About this task: "Zizzolo" appears in how many lines of the entries? State only the number.

━━━

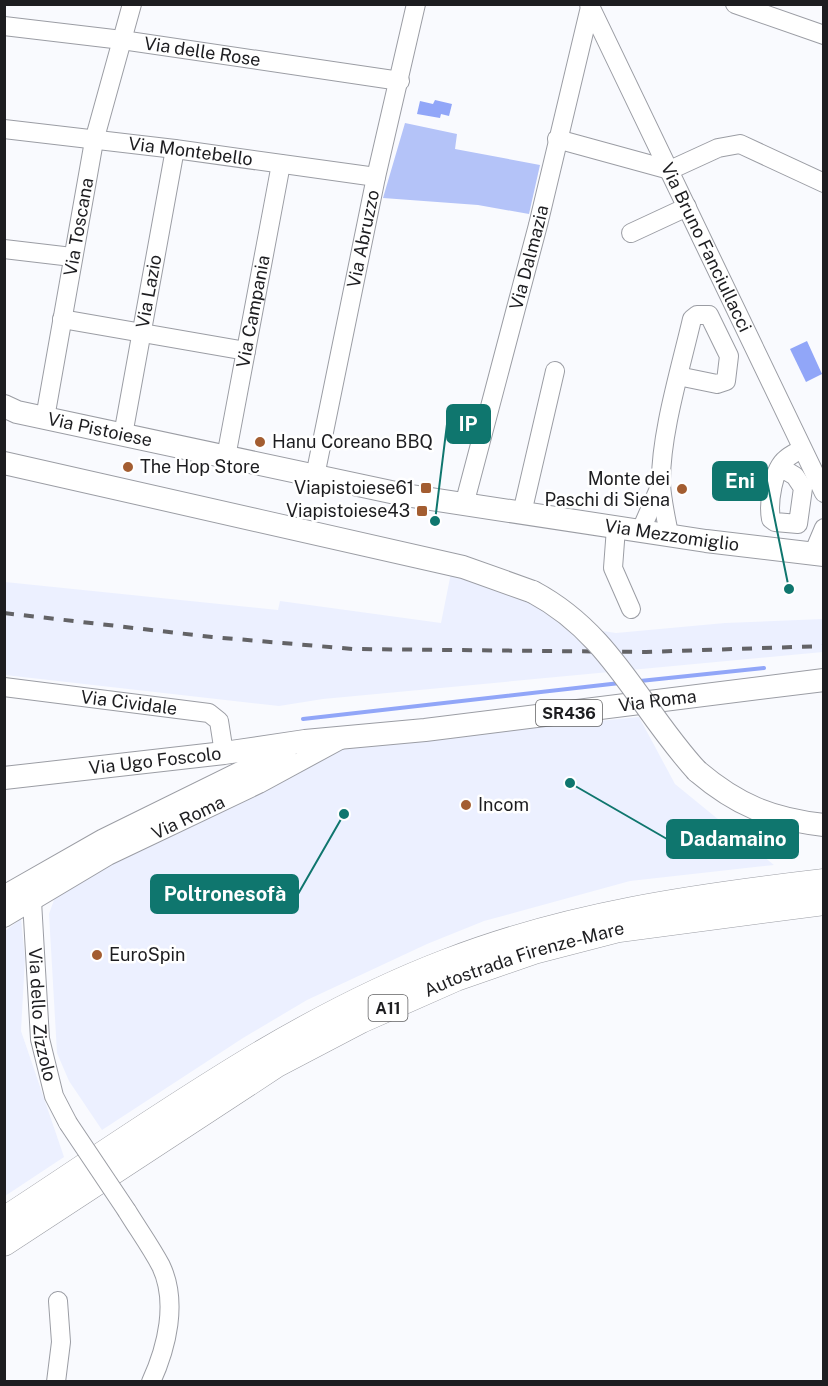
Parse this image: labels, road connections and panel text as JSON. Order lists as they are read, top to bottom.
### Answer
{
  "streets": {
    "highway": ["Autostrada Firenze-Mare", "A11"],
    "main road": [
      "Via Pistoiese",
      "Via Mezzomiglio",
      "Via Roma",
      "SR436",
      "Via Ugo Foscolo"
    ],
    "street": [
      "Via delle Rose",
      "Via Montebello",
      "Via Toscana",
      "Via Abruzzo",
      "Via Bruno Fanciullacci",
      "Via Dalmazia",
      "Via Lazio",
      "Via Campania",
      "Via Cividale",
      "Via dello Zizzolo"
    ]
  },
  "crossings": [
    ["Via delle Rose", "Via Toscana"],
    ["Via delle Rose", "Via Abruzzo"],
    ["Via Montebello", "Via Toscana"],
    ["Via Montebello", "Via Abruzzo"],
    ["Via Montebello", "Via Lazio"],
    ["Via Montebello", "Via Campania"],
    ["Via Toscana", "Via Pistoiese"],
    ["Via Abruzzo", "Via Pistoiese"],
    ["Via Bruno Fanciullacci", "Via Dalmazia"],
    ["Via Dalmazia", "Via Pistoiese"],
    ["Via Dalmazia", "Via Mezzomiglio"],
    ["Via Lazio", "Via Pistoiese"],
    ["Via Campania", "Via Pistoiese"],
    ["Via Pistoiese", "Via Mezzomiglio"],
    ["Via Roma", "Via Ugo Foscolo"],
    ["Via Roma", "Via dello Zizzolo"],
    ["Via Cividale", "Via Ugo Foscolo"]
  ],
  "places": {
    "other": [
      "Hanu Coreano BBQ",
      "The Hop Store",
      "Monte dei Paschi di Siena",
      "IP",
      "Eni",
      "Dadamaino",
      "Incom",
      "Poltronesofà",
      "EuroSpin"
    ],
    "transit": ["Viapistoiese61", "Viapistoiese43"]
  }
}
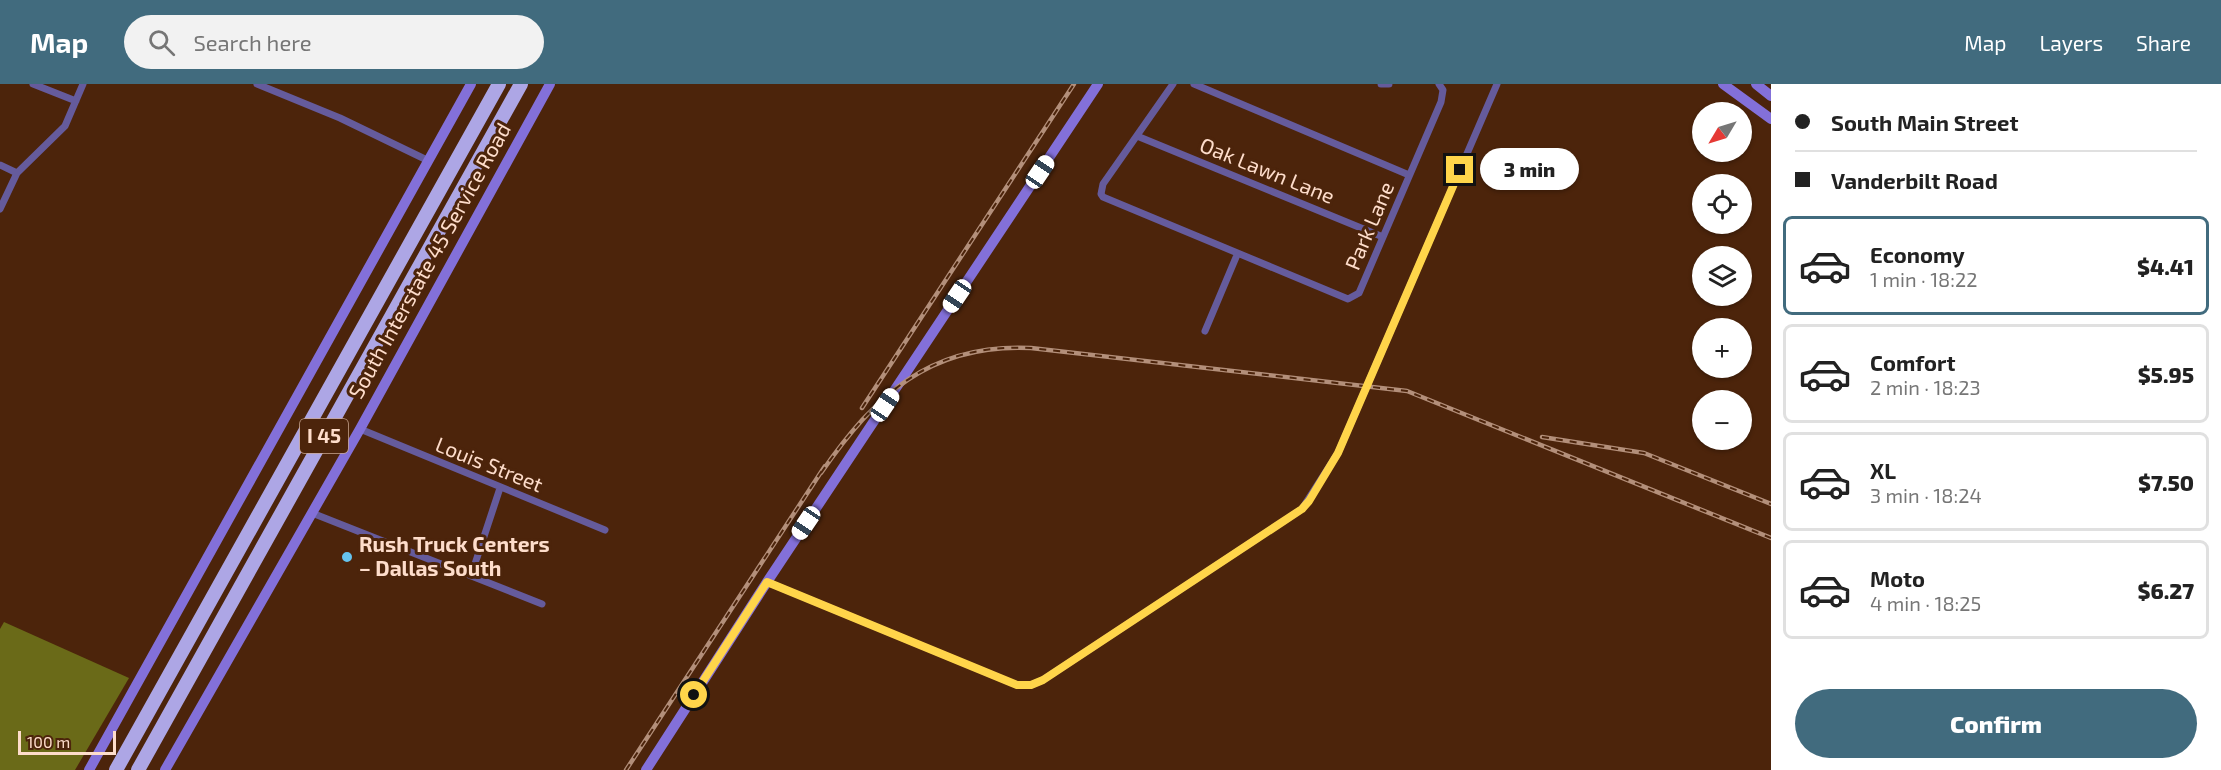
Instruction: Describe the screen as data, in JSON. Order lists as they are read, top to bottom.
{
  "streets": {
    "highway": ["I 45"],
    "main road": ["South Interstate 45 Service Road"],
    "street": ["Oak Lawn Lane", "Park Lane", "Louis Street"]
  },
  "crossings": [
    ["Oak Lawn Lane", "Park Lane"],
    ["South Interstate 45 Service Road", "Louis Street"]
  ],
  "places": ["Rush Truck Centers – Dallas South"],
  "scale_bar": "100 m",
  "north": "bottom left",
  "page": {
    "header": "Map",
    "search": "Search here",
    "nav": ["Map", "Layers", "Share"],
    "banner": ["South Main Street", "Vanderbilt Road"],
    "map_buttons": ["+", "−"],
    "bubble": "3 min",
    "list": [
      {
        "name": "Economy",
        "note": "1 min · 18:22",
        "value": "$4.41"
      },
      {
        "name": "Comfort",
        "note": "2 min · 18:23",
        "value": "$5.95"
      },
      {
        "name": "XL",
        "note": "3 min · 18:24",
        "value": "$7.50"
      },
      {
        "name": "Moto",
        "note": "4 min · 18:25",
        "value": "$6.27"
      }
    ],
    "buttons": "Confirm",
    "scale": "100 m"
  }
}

━━━

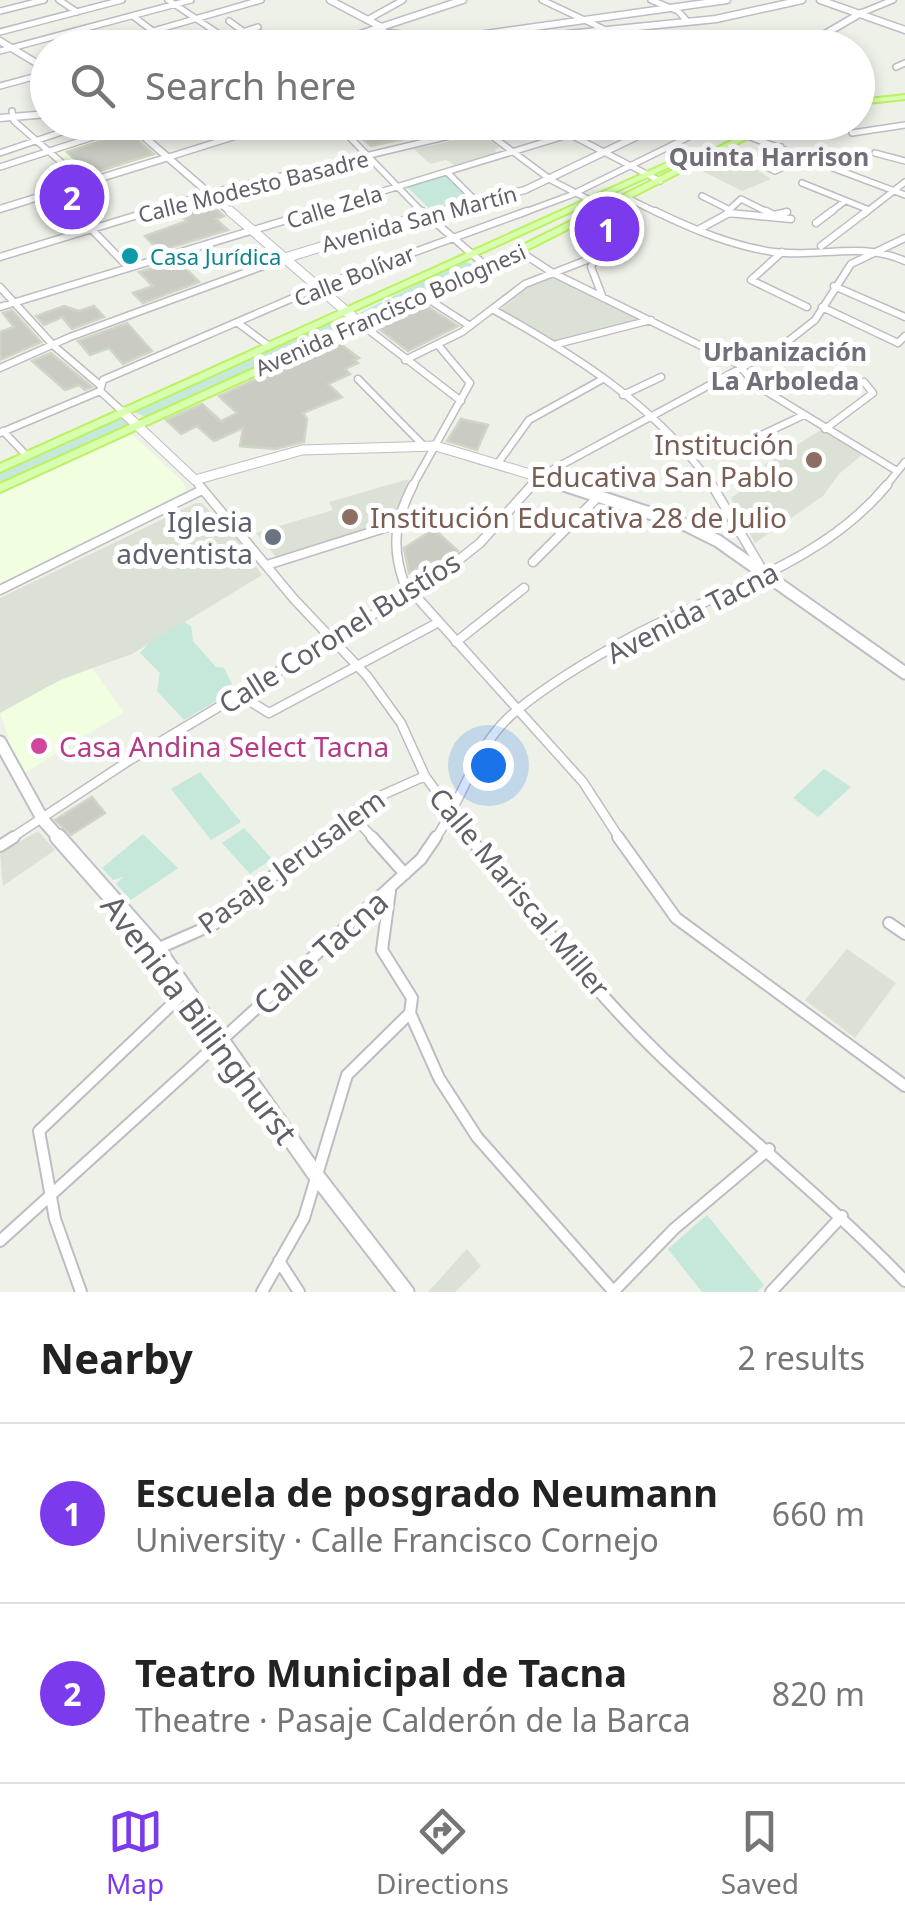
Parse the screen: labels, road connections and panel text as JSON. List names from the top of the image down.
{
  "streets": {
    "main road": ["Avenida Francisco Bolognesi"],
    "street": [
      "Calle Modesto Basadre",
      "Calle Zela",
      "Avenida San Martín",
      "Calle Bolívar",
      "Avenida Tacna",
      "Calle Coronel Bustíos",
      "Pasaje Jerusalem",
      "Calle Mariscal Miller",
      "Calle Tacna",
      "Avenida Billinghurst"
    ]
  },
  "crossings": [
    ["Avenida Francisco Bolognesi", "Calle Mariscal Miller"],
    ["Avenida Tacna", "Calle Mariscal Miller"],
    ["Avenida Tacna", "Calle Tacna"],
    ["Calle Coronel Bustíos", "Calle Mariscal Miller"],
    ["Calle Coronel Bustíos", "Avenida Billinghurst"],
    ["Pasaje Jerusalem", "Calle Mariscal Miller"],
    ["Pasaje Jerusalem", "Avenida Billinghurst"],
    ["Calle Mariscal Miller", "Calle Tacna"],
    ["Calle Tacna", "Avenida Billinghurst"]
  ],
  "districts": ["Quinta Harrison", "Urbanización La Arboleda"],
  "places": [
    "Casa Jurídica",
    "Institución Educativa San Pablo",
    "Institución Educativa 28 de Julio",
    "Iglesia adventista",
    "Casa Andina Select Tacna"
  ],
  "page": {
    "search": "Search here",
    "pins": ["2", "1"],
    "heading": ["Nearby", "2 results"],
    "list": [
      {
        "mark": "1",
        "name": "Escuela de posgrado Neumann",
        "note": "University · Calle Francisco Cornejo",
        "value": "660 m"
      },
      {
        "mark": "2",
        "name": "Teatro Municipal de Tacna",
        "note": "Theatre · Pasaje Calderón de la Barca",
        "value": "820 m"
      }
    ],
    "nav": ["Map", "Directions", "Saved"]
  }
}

━━━

Response to this exercise: 2